Segundo o advogado paulista, se for autorizada a extradição, as autoridades brasileiras deverão retirar o preso do território estrangeiro no prazo previsto na data estipulada pelo governo local.
"Caso não se promova a sua retirada, no prazo estabelecido, o indivíduo poderá ser colocado em liberdade no país requerido, não sendo possível solicitar novamente a extradição dessa pessoa fundamentada nos mesmos motivos apresentados na extradição que foi perdida", explica.
OS CRIMES
Brennand ficou conhecido em setembro após agredir a modelo Alliny Helena Gomes, 37, durante discussão em uma academia de ginástica na zona oeste de São Paulo.
Além disso, entre os supostos ataques investigados pela Promotoria estão de estupros a rituais para tatuar as vítimas com as iniciais do próprio nome, o mesmo acrônimo usado pelo empresário para marcar objetos.
A maior parte da lista de vítimas foi encaminhada ao Ministério Público pelo escritório de advocacia Janjacomo e por representantes do projeto Justiceiras, que trabalham juntos neste caso.
Segundo as entidades, as supostas vítimas relatam situações parecidas envolvendo o empresário, cárcere privado, sexo sem camisinha, agressões físicas e verbais, "stalking" (perseguição), além da marcação nas vítimas das iniciais TFV, de Thiago Fernandes Vieira.
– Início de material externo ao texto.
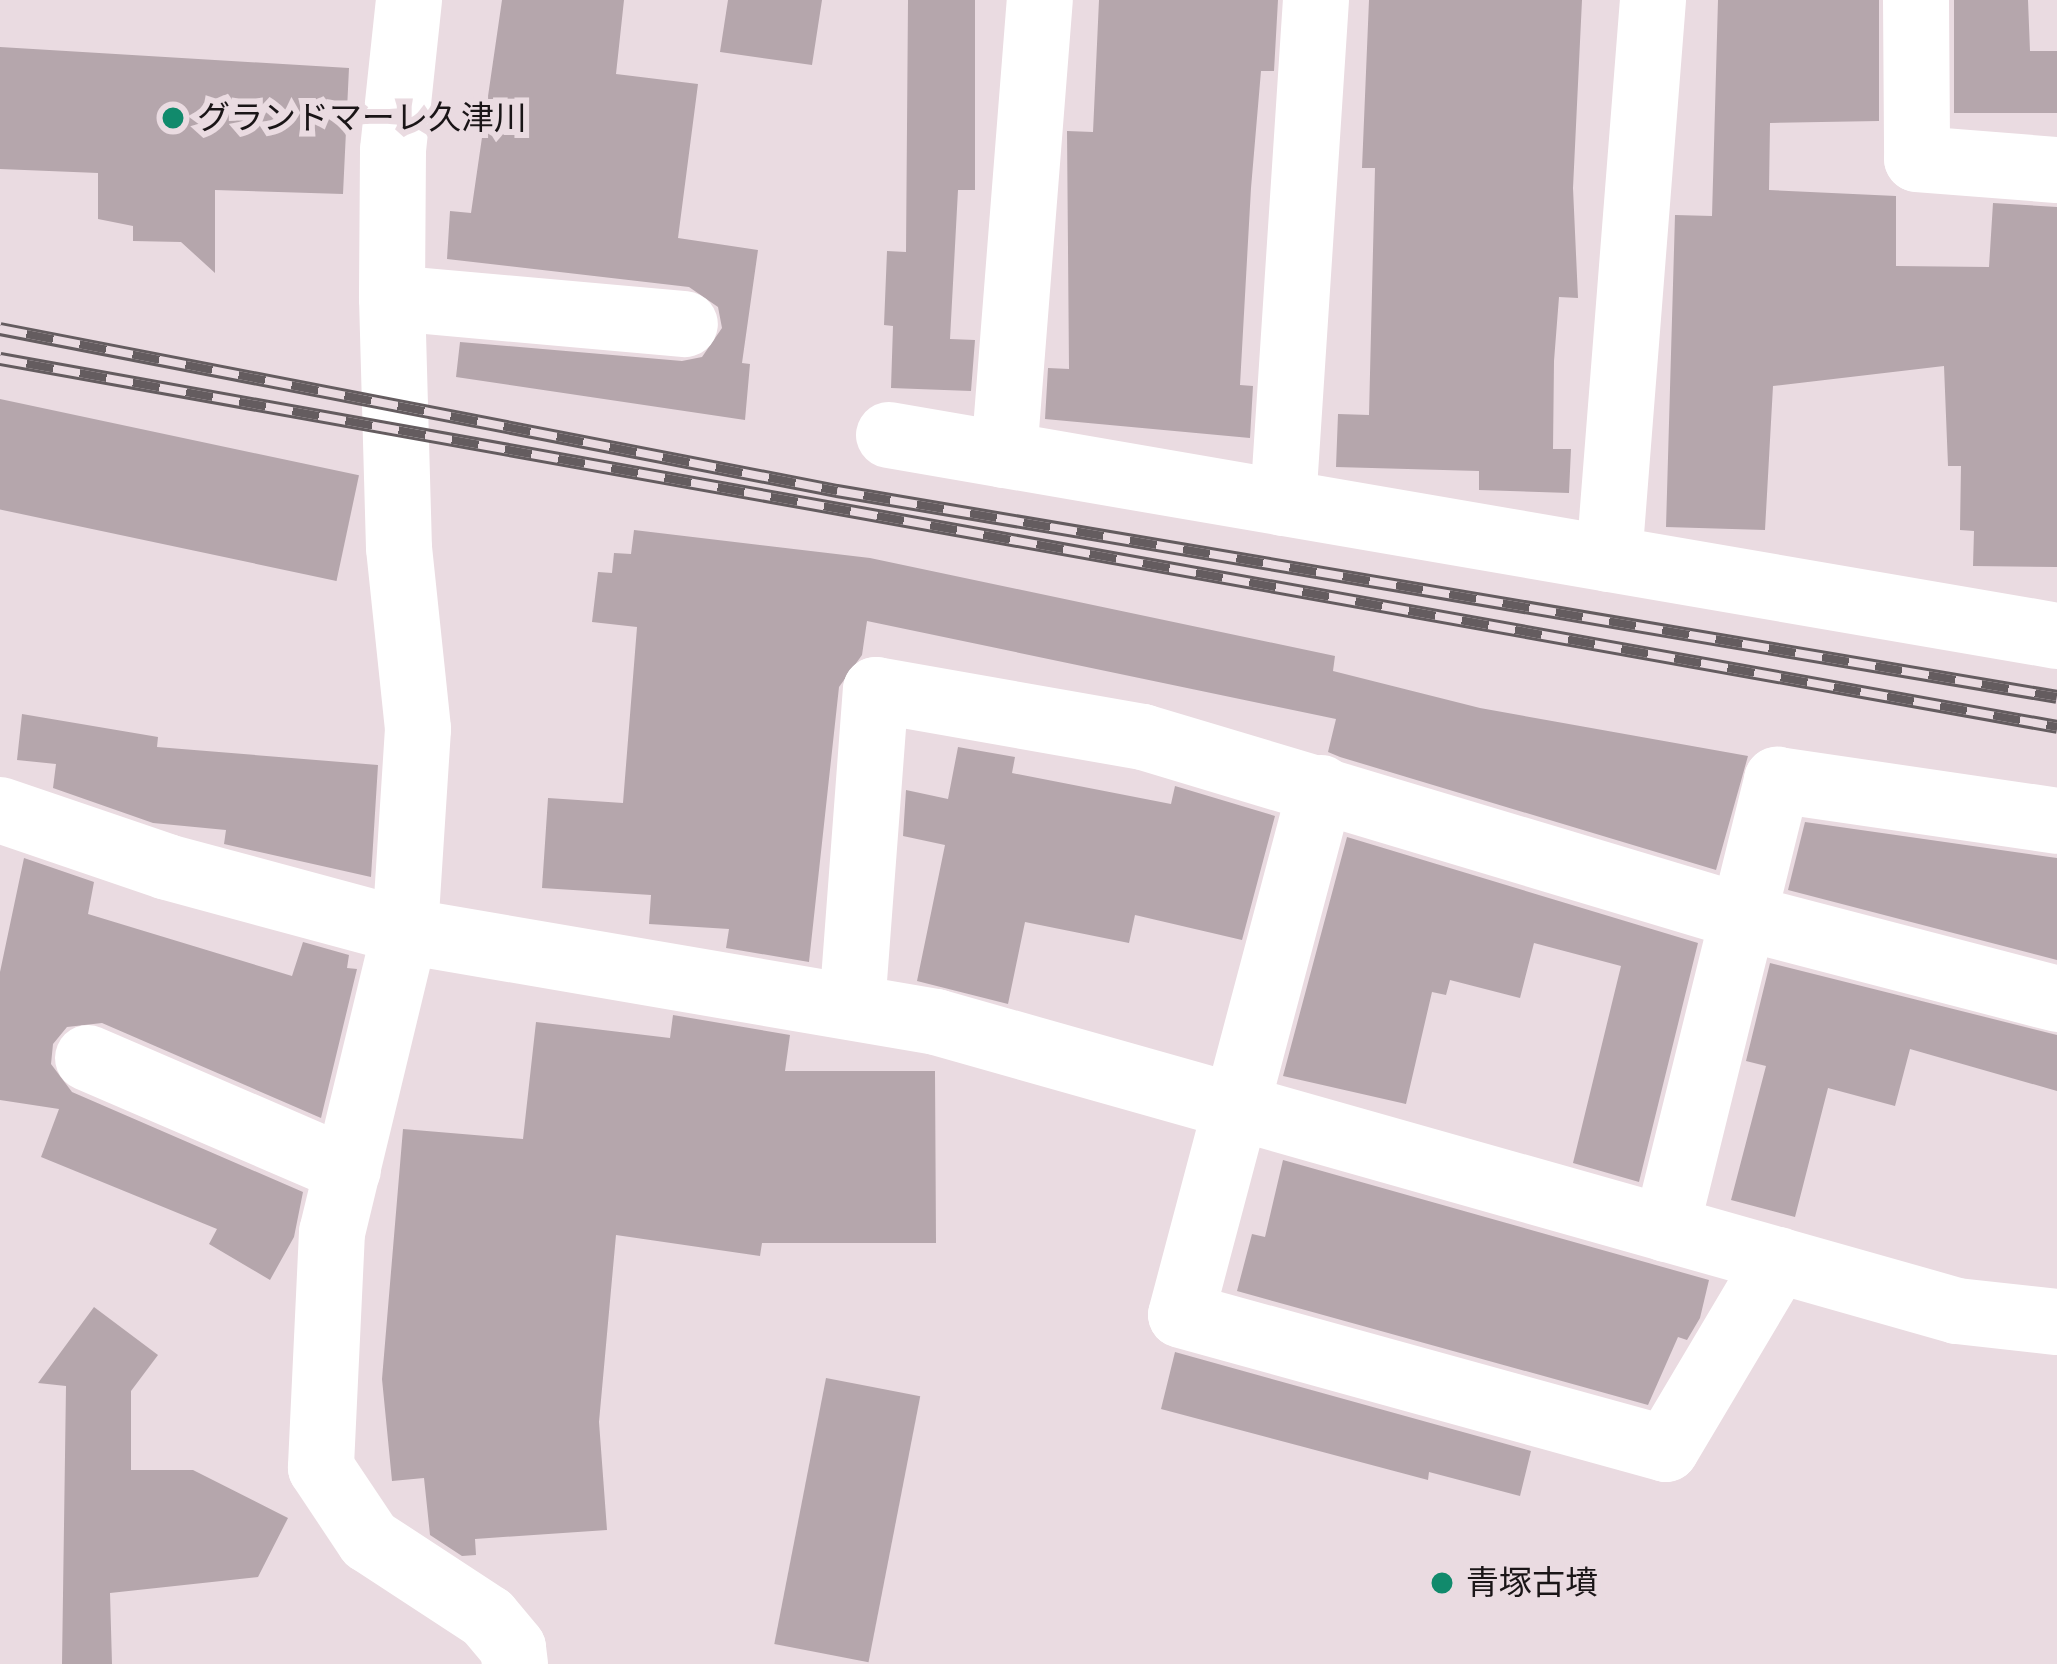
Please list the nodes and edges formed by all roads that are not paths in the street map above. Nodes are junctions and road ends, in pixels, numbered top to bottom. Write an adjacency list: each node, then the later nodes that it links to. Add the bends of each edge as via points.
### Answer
1 (1040, 0): 10 (street)
2 (1316, 0): 11 (street)
3 (1653, 0): 12 (street)
4 (1916, 0): 6 (street, via 1918,159)
5 (399, 1): 7 (street)
6 (2057, 170)
7 (392, 298): 8 (street); 18 (street, via 399,548 418,729)
8 (685, 324)
9 (889, 436): 10 (street)
10 (1004, 455): 11 (street)
11 (1283, 503): 12 (street)
12 (1609, 559): 13 (street)
13 (2057, 636)
14 (1321, 788): 17 (street); 20 (street, via 1143,736 876,690); 22 (street)
15 (3, 807): 18 (street, via 167,867)
16 (2057, 821): 17 (street, via 1777,779)
17 (1743, 917): 19 (street); 24 (street)
18 (405, 931): 20 (street); 23 (street)
19 (2057, 999)
20 (852, 1007): 22 (street, via 936,1022)
21 (88, 1058): 23 (street)
22 (1239, 1108): 24 (street); 25 (street, via 1181,1315 1666,1449)
23 (348, 1170): 27 (street, via 330,1255 321,1468 369,1540 488,1618 513,1648)
24 (1666, 1228): 25 (street)
25 (1778, 1260): 26 (street, via 1957,1311)
26 (2057, 1322)
27 (514, 1664)

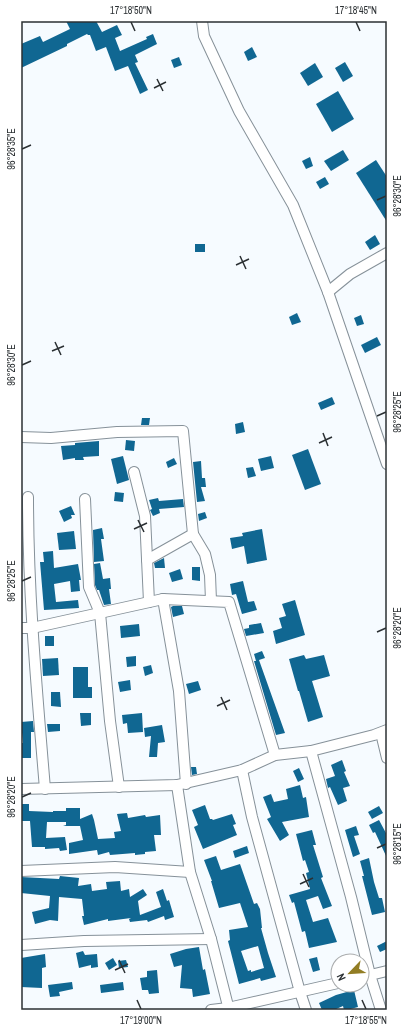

Nesta sexta, o Ministério Público paulista formalizou uma segunda denúncia contra Brennand, agora relacionada a esses novos relatos. A Promotoria de Porto Feliz (a 118 km de São Paulo), que pediu a decretação de nova prisão preventiva, afirma que ele cometeu em uma mesma vítima cinco crimes: estupro, cárcere privado, tortura, lesão corporal de natureza gravíssima e coação no curso do processo.
No mesmo caso, ele também foi denunciado por suspeita de cometer três constrangimentos ilegais, quatro ameaças, registro não autorizado da intimidade sexual e oito divulgações de cena de estupro ou sexo.
A defesa do empresário sempre negou as acusações. Em vídeo publicado na internet, Brennand negou que estivesse fugindo. "Eu tô tranquilíssimo. Tinha algumas opções de países para onde ir", diz, sem especificar em qual país está. "Estou tranquilo onde estou. Não estou fugindo. Prisão ilegal? Quem que vai se submeter a um Estado de exceção?"
"Vocês mexeram com a pessoa errada. [...] Vocês morrem de inveja. Branco, heterossexual inegociável. Armamentista, óbvio. Conservador, sempre", completa.
O empresário afirma que as acusações fazem parte de uma conspiração contra ele e que a maioria das denúncias de crimes de estupro no Brasil é falsa.